Proof of concept for v2 - NO duplication, NO `static if` hell, NO difficulty with interoperability

Ola Fosheim Grøstad ola.fosheim.grostad at
Sun Oct 31 19:50:48 UTC 2021

On Sunday, 31 October 2021 at 19:14:11 UTC, Imperatorn wrote:
> Well, you're right in a sense. But I think this is more of a 
> pragmatic question rather than structural / pedagogical.

I think people kinda have lost what a standard library is 
supposed to be.
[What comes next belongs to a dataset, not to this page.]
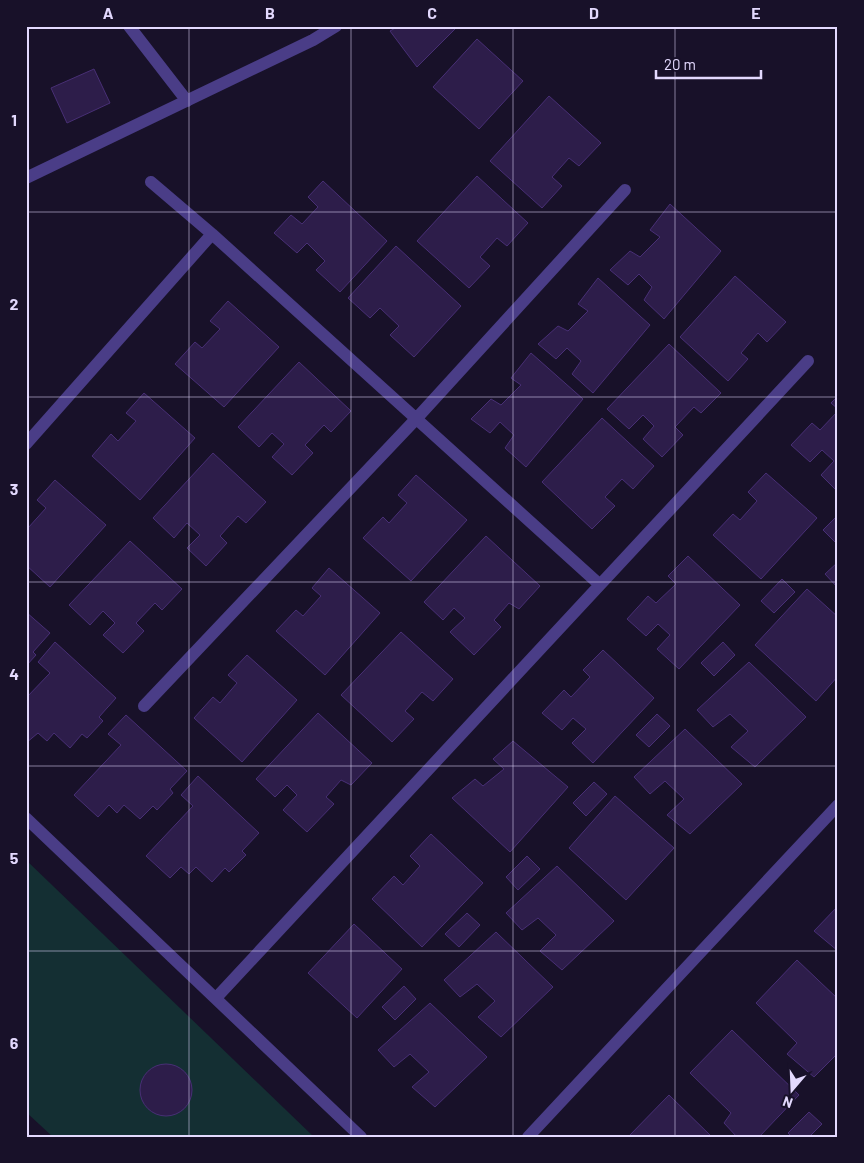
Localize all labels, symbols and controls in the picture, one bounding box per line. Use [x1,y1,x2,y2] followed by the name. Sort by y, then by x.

There are two sensible viewpoints in my view:

1. The standard library is covering functionality all programs 
need, to save double work.

2. The standard library is covering those features that the 
language designers wanted to add to the language, but discovered 
they could do in a library instead.

But bloated standard libraries like those of Python have mixed 
this up with application level libraries. Which kinda works for 
Python, as it is a scripting language. I think the success of 
Python has made people copy this model…

In my view a standard library should be specced as an 
architecture of interfaces, then implemented, not evolve as an 
implementation exercise.

So, Andrei's perspective here is wrong. A standard library is not 
about who implements it. It is about speccing an architecture and 
feature set that is solid and tight, then open up for competing 
implementations (which is a «vendor issue»).

A sure sign of bloat is if there are numerous functions in a 
standard library that are not used much. C++ provides a few 
examples of ill-conceived extensions… For a small language this 
is even more important; less usage means more flaws/bugs, which 
in turn cannot be fixed because in a standard library bugs become 
features as existing programs may depend on them.